To some extent, lawmakers have already been employing this strategy, on a smaller scale. “The concept itself, I think, is in line actually with previous U.S. sanctions programs,” says Christopher Miller, a Russia historian at Tufts University. For the last decade, the departments of State and Treasury have penalized individuals complicit in Putin’s rule, in the hopes that they’ll abandon their ways.

But pushing for the fall of the entire regime with these penalties is arguably a difference in kind, not just degree. Russia is now the most heavily sanctioned country in the world, and the sanctions have been implemented in such a short period that their effects are unpredictable. “Western sanctions are the toughest measures ever imposed against a state of Russia’s size and power,” the historian Nicholas Mulder wrote in March—and additional penalties have been added since then. More are likely forthcoming. The European Parliament passed a resolution calling for the European Council to increase existing sanctions and introduce new ones, “taking into account the list of 6,000 individuals presented by Navalny’s Foundation,” the resolution says.  

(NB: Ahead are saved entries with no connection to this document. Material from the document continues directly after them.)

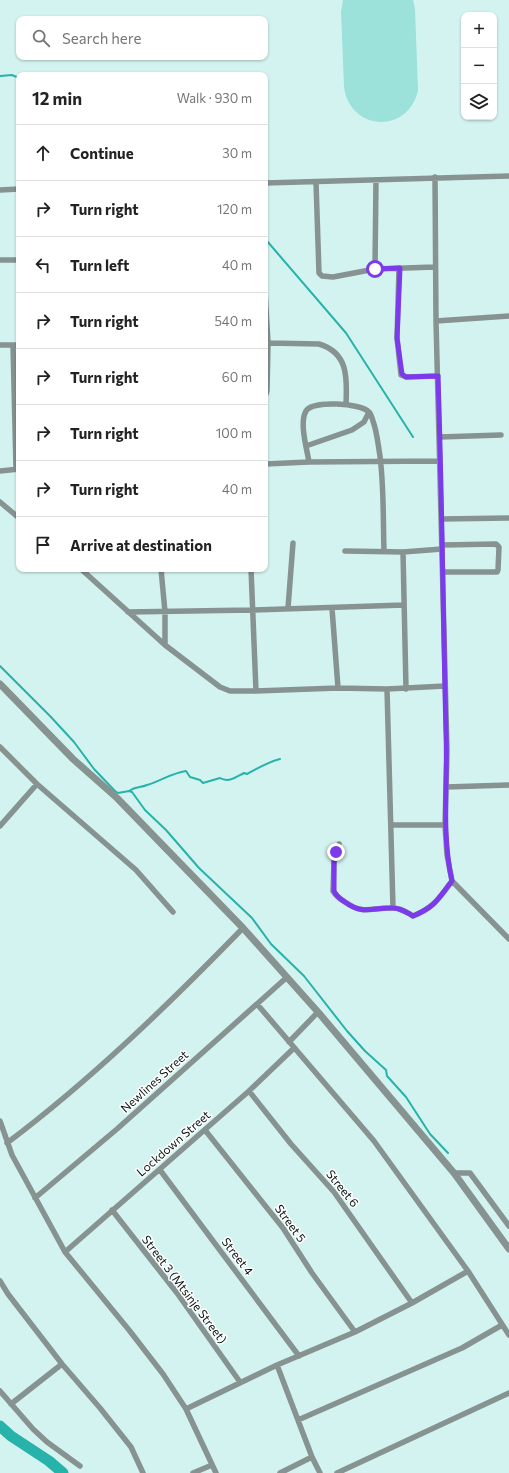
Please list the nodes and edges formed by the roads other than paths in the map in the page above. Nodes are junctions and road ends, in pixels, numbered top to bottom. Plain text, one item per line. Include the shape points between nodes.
1 (509, 176) edge
2 (434, 177) junction
3 (376, 180) junction
4 (316, 182) junction
5 (268, 183) edge
6 (16, 189) edge
7 (0, 190) edge
8 (0, 260) edge
9 (16, 260) edge
10 (435, 267) junction
11 (400, 268) junction
12 (375, 269) junction
13 (509, 316) edge
14 (436, 321) junction
15 (268, 343) edge
16 (0, 345) edge
17 (16, 345) edge
18 (438, 376) junction
19 (346, 404) junction
20 (370, 412) junction
21 (501, 435) dead end
22 (439, 437) junction
23 (306, 446) junction
24 (439, 461) junction
25 (309, 462) junction
26 (380, 462) junction
27 (268, 464) edge
28 (16, 469) edge
29 (0, 471) edge
30 (0, 502) edge
31 (16, 515) edge
32 (509, 518) edge
33 (441, 519) junction
34 (292, 543) dead end
35 (442, 547) junction
36 (345, 551) dead end
37 (384, 551) junction
38 (403, 552) junction
39 (84, 572) edge
40 (161, 572) edge
41 (251, 572) edge
42 (442, 572) junction
43 (404, 605) junction
44 (288, 608) junction
45 (332, 608) junction
46 (252, 610) junction
47 (128, 612) junction
48 (165, 612) junction
49 (165, 645) junction
50 (0, 684) edge
51 (445, 686) junction
52 (338, 688) junction
53 (387, 689) junction
54 (406, 689) junction
55 (256, 691) junction
56 (0, 747) edge
57 (37, 784) junction
58 (509, 786) edge
59 (446, 787) junction
60 (391, 825) junction
61 (445, 825) junction
62 (0, 826) edge
63 (339, 844) dead end
64 (452, 881) junction
65 (393, 908) junction
66 (173, 912) dead end
67 (243, 928) junction
68 (509, 939) edge
69 (286, 978) junction
70 (257, 1004) junction
71 (318, 1012) junction
72 (289, 1042) junction
73 (294, 1048) junction
74 (249, 1091) junction
75 (0, 1121) edge
76 (205, 1130) junction
77 (7, 1143) junction
78 (160, 1170) junction
79 (454, 1173) junction
80 (35, 1198) junction
81 (112, 1210) junction
82 (509, 1226) edge
83 (509, 1249) edge
84 (65, 1252) junction
85 (468, 1271) junction
86 (0, 1281) edge
87 (412, 1303) junction
88 (502, 1326) junction
89 (355, 1332) junction
90 (509, 1335) edge
91 (299, 1356) junction
92 (62, 1364) junction
93 (277, 1365) junction
94 (240, 1382) junction
95 (0, 1391) edge
96 (509, 1393) edge
97 (10, 1404) junction
98 (186, 1409) junction
99 (298, 1420) junction
100 (312, 1457) junction
101 (212, 1465) junction
102 (80, 1466) dead end
103 (143, 1473) edge
104 (193, 1473) edge
105 (216, 1473) edge
106 (280, 1473) edge
107 (320, 1473) edge
108 (337, 1473) edge

1 - 2 street
2 - 3 street
2 - 10 street
3 - 4 street
3 - 12 street
4 - 5 street
4 - 12 street via 319,273 327,278
6 - 7 street
8 - 9 street
10 - 11 street
10 - 14 street
11 - 12 street
11 - 18 street via 397,338 402,374 406,377
13 - 14 street
14 - 18 street
15 - 19 street via 319,344 334,352 346,371
16 - 17 street
18 - 22 street
19 - 20 street via 360,406
19 - 23 street via 311,407 306,411
20 - 23 street via 364,422 352,430
20 - 26 street via 375,426
21 - 22 street
22 - 24 street
23 - 25 street
24 - 26 street
24 - 33 street
25 - 26 street
25 - 27 street
26 - 37 street
28 - 29 street
30 - 31 street
32 - 33 street
33 - 35 street
34 - 44 street
35 - 38 street
35 - 42 street
35 - 42 street via 496,544 499,547 497,572
36 - 37 street
37 - 38 street
38 - 43 street
39 - 47 street
40 - 48 street
41 - 46 street
42 - 51 street
43 - 45 street
43 - 54 street
44 - 45 street
44 - 46 street
45 - 52 street
46 - 48 street
46 - 55 street
47 - 48 street
47 - 49 street
48 - 49 street
49 - 55 street via 220,687 230,691
50 - 67 street via 73,759 117,798
51 - 54 street
51 - 59 street
52 - 53 street
52 - 55 street
53 - 54 street
53 - 60 street
56 - 57 street
57 - 62 street
57 - 66 street via 136,870
58 - 59 street
59 - 61 street
60 - 61 street
60 - 65 street
61 - 64 street
63 - 65 street via 334,862 335,894 357,910
64 - 65 street via 427,910 413,916 404,910
64 - 68 street
67 - 69 street
67 - 77 street via 190,982 81,1083
69 - 70 street, Newlines Street
69 - 71 street
70 - 72 street
70 - 80 street, Newlines Street via 117,1129
71 - 72 street
71 - 79 street
72 - 73 street
73 - 74 street, Lockdown Street
73 - 85 street via 374,1141
74 - 76 street, Lockdown Street
74 - 87 street, Street 6 via 334,1192
75 - 77 street
76 - 78 street, Lockdown Street
76 - 89 street, Street 5 via 283,1228
77 - 80 street
78 - 81 street, Lockdown Street
78 - 91 street, Street 4
79 - 82 street via 470,1173
79 - 83 street
80 - 84 street
81 - 84 street, Lockdown Street
81 - 94 street, Street 3 (Mtsinje Street) via 177,1293
84 - 98 street via 163,1374
85 - 87 street
85 - 88 street
86 - 92 street
87 - 89 street
88 - 90 street
88 - 99 street via 462,1348
89 - 91 street
91 - 93 street
92 - 97 street
92 - 103 street via 131,1447
93 - 94 street
93 - 99 street
94 - 98 street
95 - 97 street
96 - 108 street
97 - 102 street via 47,1442
98 - 101 street
99 - 100 street
100 - 106 street
100 - 107 street
101 - 104 street
101 - 105 street

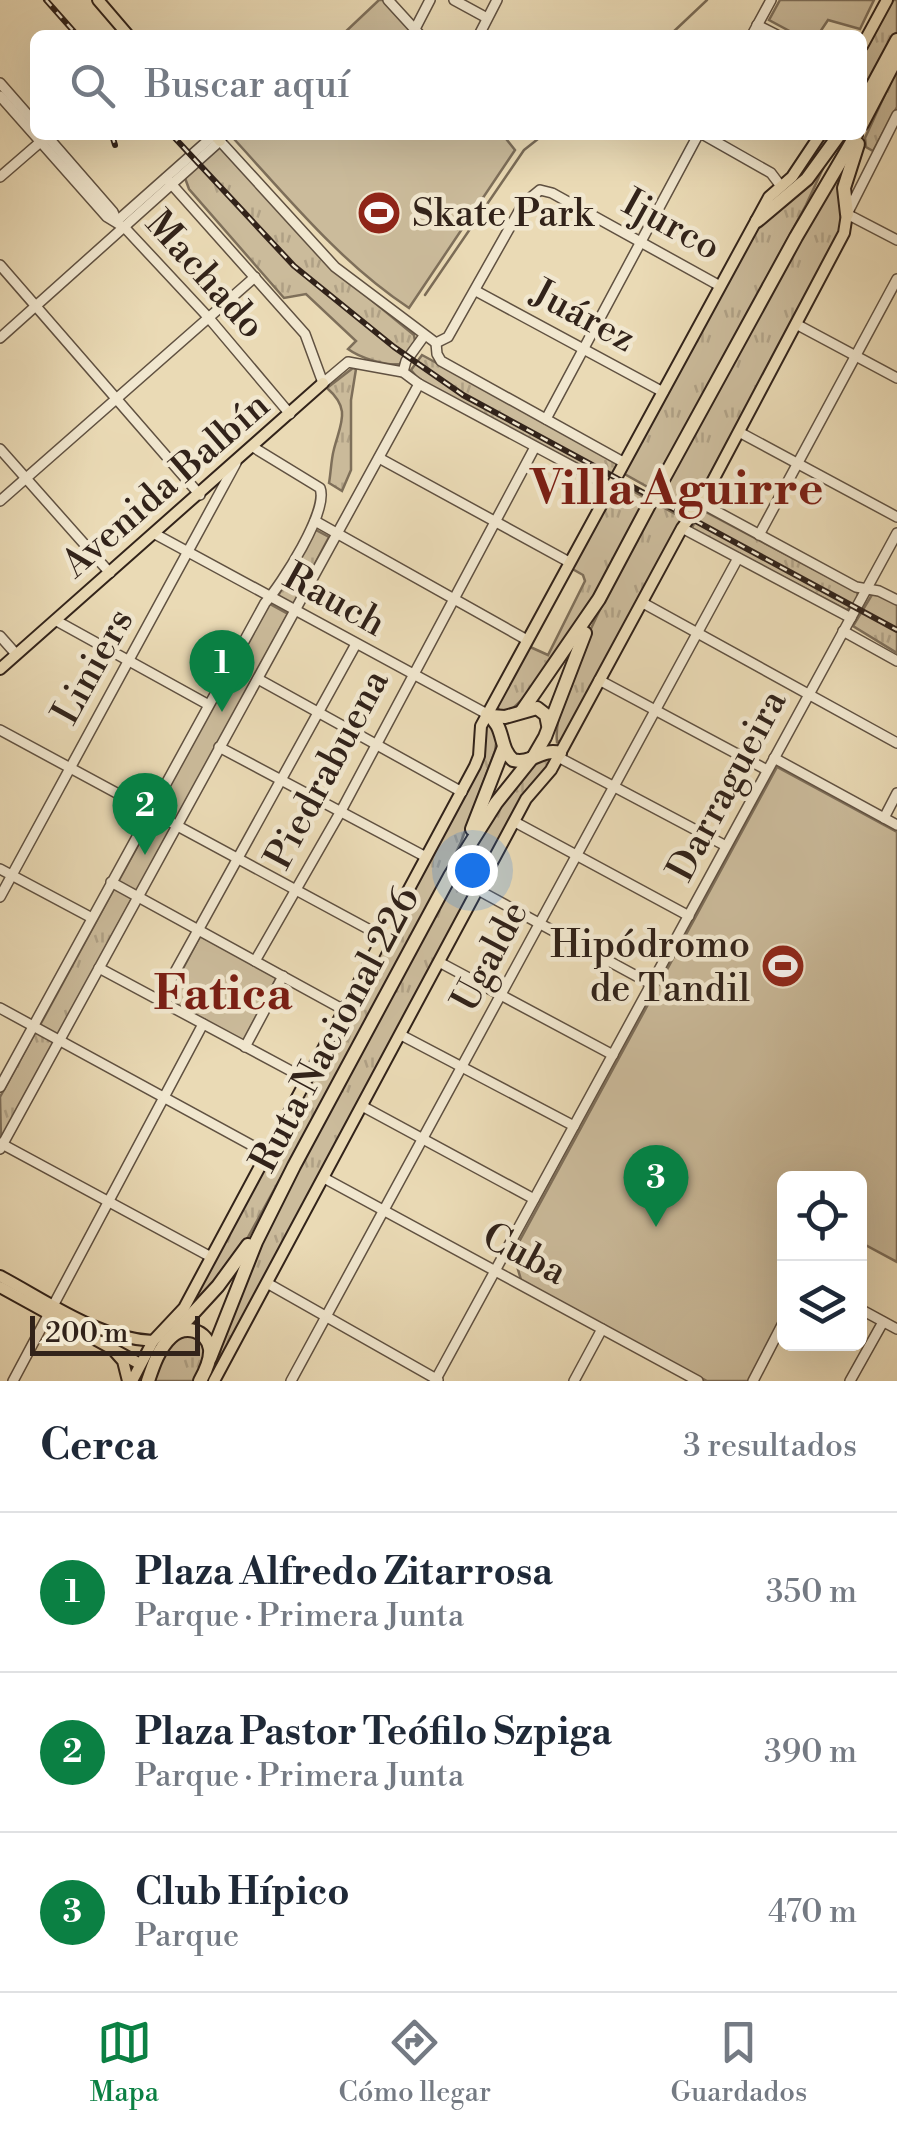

Despite Putin’s murderousness, if Navalny’s gambit somehow worked and caused the Putin regime to fall, it cannot be assumed that his successor would necessarily be someone liberal-minded. Anybody who replaces Putin would likely be in the same circle, someone who is like-minded and believes Russia’s policies are justified. “Their hands are all tainted by this war,” says the City College of New York’s Rajan Menon, author of several books on Russia, Ukraine, and the Soviet Union. He says that if there were a popular overthrow of the government that led to democracy, it would be Russian democracy, not one necessarily designed or implemented to the liking of the U.S.

Indeed, for all his courage and opposition to both Putin’s corruption and the war in Ukraine, Navalny himself has made bigoted statements about Georgians (he supported Russia’s 2008 war against Georgia), Muslims, and others who are not ethnic Russians. Couple that with the reality that, as Menon says, a power vacuum if Putin left could be the most dangerous scenario of all, just as Saddam Hussein’s downfall eventually led to the emergence of ISIS. “In the history of the nuclear revolution,” says Menon, “we have never had to negotiate or even think about upheaval and violence in a nuclear-armed state, let alone one the size of Russia.”

And yet Putin’s actions have been so brutal that the burden of proof lies with those cautioning that stability is beneficial. “That argument had more evidence behind it, or more logic behind it, before the war,” says Miller. In addition, the war in Ukraine has clearly gone worse than the government expected, which might conceivably lead to a rethinking of aggressive Russian policies. “The regime seems under stress,” says the nonprofit Rand Corporation’s William Courtney, formerly a diplomat working in Russia and surrounding countries.

The sanctions will lead to declining living standards, even for elites, who may be unable to find relief in a Europe that has begun to isolate them, Courtney says. “The bearish economy is just going to pressure them, as long as Ukrainians continue to fight and continue to use Western military aid effectively, which they have done remarkably well so far.” Courtney believes that any internally directed regime change would lead to a more liberal government, since that would be the only way Russians could rid themselves of the crippling sanctions.

States have demonstrated an incredible ability to withstand punishments in pursuit of their national objectives, however. Nationalism is such a powerful force that it can lead citizens to rally around their leaders when they are criticized or punished by foreigners. The Navalny Foundation admits that Putin has sufficiently coopted, isolated, or repressed any dissident forces that could conceivably cause his downfall. Says Firestone: “It’s not like it’s going to collapse in one day.” But from his prison cell, Navalny is hoping that, with enough outside help, the flunkies and hangers-on who aid and abet Putin will see that they would be better off no longer aligning themselves with the most hated man in Eurasia.